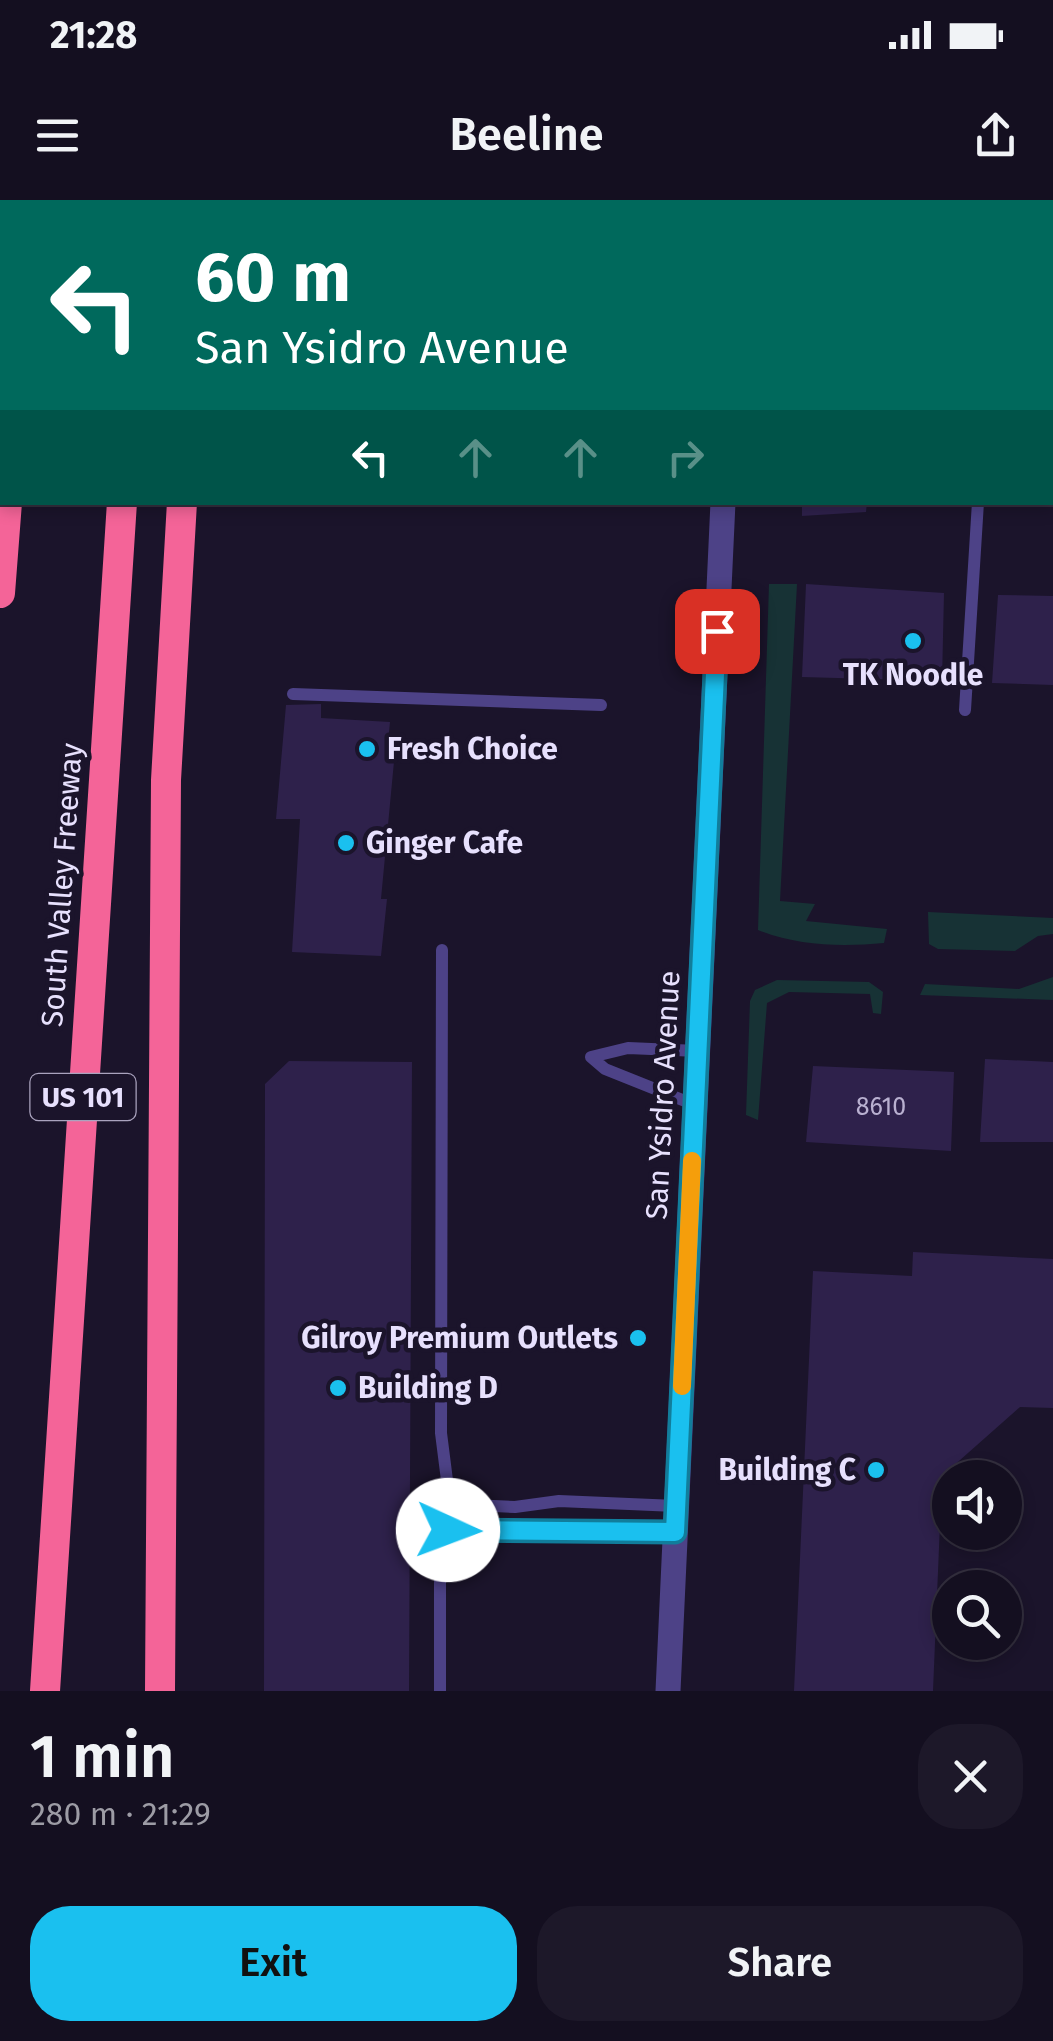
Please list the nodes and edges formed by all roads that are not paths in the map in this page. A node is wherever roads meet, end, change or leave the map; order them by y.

++++++

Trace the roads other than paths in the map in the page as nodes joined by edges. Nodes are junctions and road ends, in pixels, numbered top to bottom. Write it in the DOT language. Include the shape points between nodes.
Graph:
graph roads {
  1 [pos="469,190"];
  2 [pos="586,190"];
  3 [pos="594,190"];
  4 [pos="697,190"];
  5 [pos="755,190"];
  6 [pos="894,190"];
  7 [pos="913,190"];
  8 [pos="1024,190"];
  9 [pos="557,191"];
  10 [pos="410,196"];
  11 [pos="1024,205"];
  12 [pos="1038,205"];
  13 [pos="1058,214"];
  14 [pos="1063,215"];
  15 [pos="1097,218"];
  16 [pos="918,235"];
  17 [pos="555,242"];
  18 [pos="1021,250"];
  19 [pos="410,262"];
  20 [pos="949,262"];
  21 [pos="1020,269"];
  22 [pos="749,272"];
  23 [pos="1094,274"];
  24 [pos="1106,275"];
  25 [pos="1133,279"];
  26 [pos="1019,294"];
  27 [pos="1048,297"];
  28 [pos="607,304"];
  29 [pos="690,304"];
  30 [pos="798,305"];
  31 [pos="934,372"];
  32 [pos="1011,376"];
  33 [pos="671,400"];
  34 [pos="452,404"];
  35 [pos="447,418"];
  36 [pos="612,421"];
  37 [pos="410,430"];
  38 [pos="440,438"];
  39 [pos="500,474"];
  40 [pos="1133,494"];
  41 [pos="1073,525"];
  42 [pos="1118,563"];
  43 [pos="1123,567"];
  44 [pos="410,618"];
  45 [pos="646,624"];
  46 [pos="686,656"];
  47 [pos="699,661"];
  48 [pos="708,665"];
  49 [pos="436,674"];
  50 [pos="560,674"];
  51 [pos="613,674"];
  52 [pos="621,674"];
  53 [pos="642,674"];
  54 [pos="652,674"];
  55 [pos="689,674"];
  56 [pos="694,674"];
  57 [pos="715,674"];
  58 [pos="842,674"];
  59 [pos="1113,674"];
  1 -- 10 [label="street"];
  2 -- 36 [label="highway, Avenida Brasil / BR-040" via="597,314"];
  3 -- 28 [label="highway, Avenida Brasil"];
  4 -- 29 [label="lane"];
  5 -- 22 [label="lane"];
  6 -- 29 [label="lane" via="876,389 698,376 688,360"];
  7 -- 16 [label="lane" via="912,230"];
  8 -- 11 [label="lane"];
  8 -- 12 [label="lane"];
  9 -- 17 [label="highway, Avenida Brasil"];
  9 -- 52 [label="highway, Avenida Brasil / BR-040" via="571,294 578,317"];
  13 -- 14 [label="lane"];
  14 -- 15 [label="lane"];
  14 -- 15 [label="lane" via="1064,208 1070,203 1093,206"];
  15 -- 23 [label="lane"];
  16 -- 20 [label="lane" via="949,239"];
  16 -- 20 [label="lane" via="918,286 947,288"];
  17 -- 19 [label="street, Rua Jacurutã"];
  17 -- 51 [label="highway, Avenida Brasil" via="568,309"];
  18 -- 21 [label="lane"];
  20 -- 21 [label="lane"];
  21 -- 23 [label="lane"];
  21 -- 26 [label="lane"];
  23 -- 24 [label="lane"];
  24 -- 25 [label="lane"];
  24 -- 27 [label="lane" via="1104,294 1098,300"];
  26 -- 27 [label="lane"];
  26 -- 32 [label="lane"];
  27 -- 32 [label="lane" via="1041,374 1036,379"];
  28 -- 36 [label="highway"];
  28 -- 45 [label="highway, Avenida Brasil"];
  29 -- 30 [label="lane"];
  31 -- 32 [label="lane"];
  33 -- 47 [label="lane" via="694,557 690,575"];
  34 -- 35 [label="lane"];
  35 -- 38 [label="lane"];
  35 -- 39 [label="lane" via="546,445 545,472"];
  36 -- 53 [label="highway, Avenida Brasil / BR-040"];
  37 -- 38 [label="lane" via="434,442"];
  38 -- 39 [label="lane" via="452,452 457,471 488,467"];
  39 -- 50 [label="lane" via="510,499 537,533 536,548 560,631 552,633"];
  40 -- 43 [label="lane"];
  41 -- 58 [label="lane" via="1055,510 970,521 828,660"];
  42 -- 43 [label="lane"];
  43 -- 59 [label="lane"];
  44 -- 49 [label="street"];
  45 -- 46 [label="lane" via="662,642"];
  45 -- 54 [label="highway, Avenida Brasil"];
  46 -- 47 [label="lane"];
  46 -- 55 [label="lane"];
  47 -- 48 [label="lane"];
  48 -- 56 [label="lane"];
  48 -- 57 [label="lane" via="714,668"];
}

++++++

(Task statement): Across all the entries, how many lines include "edges"? Answer with the number alone.

(Expected answer): 2